According to Lemma 1.10, there is a guarantee of the existence of a prime ideal in \(Q\in \mathbb {P}^\ell _\mathrm{MFP}\), that is, \(\mathcal {P}(Q)\ne \emptyset \). Thus if we restrict ourselves to \(\mathcal {P}(Q)\) then for any ideal I of a poset Q, we denote by \( V(I)= \{ P\in {\mathcal P}(Q)\;|\;\,P\supseteq I \} \) the subset of \(\mathcal {P}(Q)\) of prime ideals which contain an ideal I.

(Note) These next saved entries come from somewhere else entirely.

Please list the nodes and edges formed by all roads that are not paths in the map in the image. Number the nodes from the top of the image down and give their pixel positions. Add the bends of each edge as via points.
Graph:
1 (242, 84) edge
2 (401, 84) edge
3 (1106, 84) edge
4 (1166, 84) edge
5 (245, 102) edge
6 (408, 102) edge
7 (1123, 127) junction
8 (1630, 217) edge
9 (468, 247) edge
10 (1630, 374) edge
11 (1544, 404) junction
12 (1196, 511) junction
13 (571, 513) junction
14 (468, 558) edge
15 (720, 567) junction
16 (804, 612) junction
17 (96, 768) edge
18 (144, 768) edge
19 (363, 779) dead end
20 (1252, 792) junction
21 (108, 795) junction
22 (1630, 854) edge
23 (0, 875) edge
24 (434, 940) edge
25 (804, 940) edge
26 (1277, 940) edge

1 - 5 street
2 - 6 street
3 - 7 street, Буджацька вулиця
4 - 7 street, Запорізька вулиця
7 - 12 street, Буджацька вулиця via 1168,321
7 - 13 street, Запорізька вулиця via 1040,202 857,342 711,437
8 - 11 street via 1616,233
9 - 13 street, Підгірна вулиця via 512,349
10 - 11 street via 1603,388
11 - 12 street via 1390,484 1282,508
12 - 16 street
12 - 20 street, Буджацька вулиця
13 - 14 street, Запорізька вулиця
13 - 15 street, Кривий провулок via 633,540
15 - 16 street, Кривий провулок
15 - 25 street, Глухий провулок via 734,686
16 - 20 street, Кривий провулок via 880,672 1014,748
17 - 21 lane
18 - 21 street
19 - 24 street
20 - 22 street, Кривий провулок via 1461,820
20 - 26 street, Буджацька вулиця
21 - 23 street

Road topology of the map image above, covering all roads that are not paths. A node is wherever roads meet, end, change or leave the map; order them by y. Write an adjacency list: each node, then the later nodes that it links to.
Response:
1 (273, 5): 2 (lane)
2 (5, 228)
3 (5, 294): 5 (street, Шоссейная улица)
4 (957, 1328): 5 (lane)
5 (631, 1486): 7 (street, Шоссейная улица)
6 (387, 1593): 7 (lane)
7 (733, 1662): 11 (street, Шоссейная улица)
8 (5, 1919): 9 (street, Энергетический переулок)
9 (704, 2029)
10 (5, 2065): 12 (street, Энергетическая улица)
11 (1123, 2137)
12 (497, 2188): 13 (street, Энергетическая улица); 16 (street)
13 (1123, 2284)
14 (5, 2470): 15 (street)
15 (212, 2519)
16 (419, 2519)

The following lemma is similar to Lemma 2.1 but for the sake of completeness we provide its proof.

Lemma 2.2

Let Q be a poset with 0 and \(I,J,I_{\alpha }\in Id(Q), \alpha \in \Lambda .\) Then

1. (1)

   \(V(Q)=\emptyset ,\ V((0])={\mathcal P}(Q)\);

2. (2)

   \(V(I)\cup V(J)=V(I\cap J);\)

3. (3)

   \(\bigcap \{ V(I_{\alpha })\;|\;\alpha \in \Lambda \} = V( \vee \left\{ I_{\alpha }\;|\;\alpha \in \Lambda \right\} ).\)

Proof

(1) There is no prime ideal containing Q, hence \(V(Q)=\emptyset \). Also every prime ideal contains 0, which gives \(V((0])=\mathcal {P}(Q)\).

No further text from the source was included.